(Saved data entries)
▼

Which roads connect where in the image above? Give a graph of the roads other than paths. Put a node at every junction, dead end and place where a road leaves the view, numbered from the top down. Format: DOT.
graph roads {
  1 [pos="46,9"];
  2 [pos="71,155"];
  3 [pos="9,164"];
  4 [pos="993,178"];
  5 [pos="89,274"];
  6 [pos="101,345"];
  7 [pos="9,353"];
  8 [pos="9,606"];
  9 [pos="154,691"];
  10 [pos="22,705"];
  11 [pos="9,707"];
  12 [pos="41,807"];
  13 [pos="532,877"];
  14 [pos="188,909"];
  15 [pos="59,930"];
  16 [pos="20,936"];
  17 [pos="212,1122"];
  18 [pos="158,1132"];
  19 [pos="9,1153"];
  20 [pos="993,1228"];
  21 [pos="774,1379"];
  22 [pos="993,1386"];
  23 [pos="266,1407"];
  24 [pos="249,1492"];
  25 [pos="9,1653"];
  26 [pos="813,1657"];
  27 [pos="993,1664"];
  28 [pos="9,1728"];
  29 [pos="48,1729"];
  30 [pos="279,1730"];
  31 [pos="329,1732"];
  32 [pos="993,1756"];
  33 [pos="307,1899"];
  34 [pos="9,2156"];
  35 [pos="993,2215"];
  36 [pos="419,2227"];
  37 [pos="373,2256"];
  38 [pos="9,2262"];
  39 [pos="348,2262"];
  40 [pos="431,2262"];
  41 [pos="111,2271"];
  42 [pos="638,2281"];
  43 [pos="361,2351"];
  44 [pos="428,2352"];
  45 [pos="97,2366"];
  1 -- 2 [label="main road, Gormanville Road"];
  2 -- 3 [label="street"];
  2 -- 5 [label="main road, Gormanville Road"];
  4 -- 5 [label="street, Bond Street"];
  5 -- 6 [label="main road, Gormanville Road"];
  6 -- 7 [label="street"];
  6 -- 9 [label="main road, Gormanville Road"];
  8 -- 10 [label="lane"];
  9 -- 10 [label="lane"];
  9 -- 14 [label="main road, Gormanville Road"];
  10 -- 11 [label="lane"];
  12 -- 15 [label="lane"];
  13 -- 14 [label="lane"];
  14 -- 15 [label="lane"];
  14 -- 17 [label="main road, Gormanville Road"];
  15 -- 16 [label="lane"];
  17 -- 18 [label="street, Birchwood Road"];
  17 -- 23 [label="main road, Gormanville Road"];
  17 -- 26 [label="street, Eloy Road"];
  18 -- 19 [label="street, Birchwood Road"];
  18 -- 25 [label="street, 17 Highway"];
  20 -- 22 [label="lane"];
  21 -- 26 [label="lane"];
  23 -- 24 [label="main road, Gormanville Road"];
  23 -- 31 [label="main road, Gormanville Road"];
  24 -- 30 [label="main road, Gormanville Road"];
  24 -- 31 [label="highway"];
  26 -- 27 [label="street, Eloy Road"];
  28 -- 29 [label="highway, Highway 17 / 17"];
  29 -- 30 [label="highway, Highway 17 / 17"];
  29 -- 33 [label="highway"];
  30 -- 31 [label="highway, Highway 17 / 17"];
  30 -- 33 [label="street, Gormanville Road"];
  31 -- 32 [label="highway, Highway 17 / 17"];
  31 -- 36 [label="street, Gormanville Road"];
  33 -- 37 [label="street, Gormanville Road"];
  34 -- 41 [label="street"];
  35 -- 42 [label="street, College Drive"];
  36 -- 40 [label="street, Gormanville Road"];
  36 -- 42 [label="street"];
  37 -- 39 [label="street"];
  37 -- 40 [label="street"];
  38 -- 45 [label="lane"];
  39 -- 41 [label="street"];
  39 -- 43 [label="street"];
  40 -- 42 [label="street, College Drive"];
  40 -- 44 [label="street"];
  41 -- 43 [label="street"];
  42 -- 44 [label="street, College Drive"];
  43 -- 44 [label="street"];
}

▲

Each record must be restated word for word, including the last line.

Which roads connect where in the image above? Give a graph of the roads other than paths. Put a node at every junction, dead end and place where a road leaves the view, numbered from the top down. Format: DOT.
graph roads {
  1 [pos="46,9"];
  2 [pos="71,155"];
  3 [pos="9,164"];
  4 [pos="993,178"];
  5 [pos="89,274"];
  6 [pos="101,345"];
  7 [pos="9,353"];
  8 [pos="9,606"];
  9 [pos="154,691"];
  10 [pos="22,705"];
  11 [pos="9,707"];
  12 [pos="41,807"];
  13 [pos="532,877"];
  14 [pos="188,909"];
  15 [pos="59,930"];
  16 [pos="20,936"];
  17 [pos="212,1122"];
  18 [pos="158,1132"];
  19 [pos="9,1153"];
  20 [pos="993,1228"];
  21 [pos="774,1379"];
  22 [pos="993,1386"];
  23 [pos="266,1407"];
  24 [pos="249,1492"];
  25 [pos="9,1653"];
  26 [pos="813,1657"];
  27 [pos="993,1664"];
  28 [pos="9,1728"];
  29 [pos="48,1729"];
  30 [pos="279,1730"];
  31 [pos="329,1732"];
  32 [pos="993,1756"];
  33 [pos="307,1899"];
  34 [pos="9,2156"];
  35 [pos="993,2215"];
  36 [pos="419,2227"];
  37 [pos="373,2256"];
  38 [pos="9,2262"];
  39 [pos="348,2262"];
  40 [pos="431,2262"];
  41 [pos="111,2271"];
  42 [pos="638,2281"];
  43 [pos="361,2351"];
  44 [pos="428,2352"];
  45 [pos="97,2366"];
  1 -- 2 [label="main road, Gormanville Road"];
  2 -- 3 [label="street"];
  2 -- 5 [label="main road, Gormanville Road"];
  4 -- 5 [label="street, Bond Street"];
  5 -- 6 [label="main road, Gormanville Road"];
  6 -- 7 [label="street"];
  6 -- 9 [label="main road, Gormanville Road"];
  8 -- 10 [label="lane"];
  9 -- 10 [label="lane"];
  9 -- 14 [label="main road, Gormanville Road"];
  10 -- 11 [label="lane"];
  12 -- 15 [label="lane"];
  13 -- 14 [label="lane"];
  14 -- 15 [label="lane"];
  14 -- 17 [label="main road, Gormanville Road"];
  15 -- 16 [label="lane"];
  17 -- 18 [label="street, Birchwood Road"];
  17 -- 23 [label="main road, Gormanville Road"];
  17 -- 26 [label="street, Eloy Road"];
  18 -- 19 [label="street, Birchwood Road"];
  18 -- 25 [label="street, 17 Highway"];
  20 -- 22 [label="lane"];
  21 -- 26 [label="lane"];
  23 -- 24 [label="main road, Gormanville Road"];
  23 -- 31 [label="main road, Gormanville Road"];
  24 -- 30 [label="main road, Gormanville Road"];
  24 -- 31 [label="highway"];
  26 -- 27 [label="street, Eloy Road"];
  28 -- 29 [label="highway, Highway 17 / 17"];
  29 -- 30 [label="highway, Highway 17 / 17"];
  29 -- 33 [label="highway"];
  30 -- 31 [label="highway, Highway 17 / 17"];
  30 -- 33 [label="street, Gormanville Road"];
  31 -- 32 [label="highway, Highway 17 / 17"];
  31 -- 36 [label="street, Gormanville Road"];
  33 -- 37 [label="street, Gormanville Road"];
  34 -- 41 [label="street"];
  35 -- 42 [label="street, College Drive"];
  36 -- 40 [label="street, Gormanville Road"];
  36 -- 42 [label="street"];
  37 -- 39 [label="street"];
  37 -- 40 [label="street"];
  38 -- 45 [label="lane"];
  39 -- 41 [label="street"];
  39 -- 43 [label="street"];
  40 -- 42 [label="street, College Drive"];
  40 -- 44 [label="street"];
  41 -- 43 [label="street"];
  42 -- 44 [label="street, College Drive"];
  43 -- 44 [label="street"];
}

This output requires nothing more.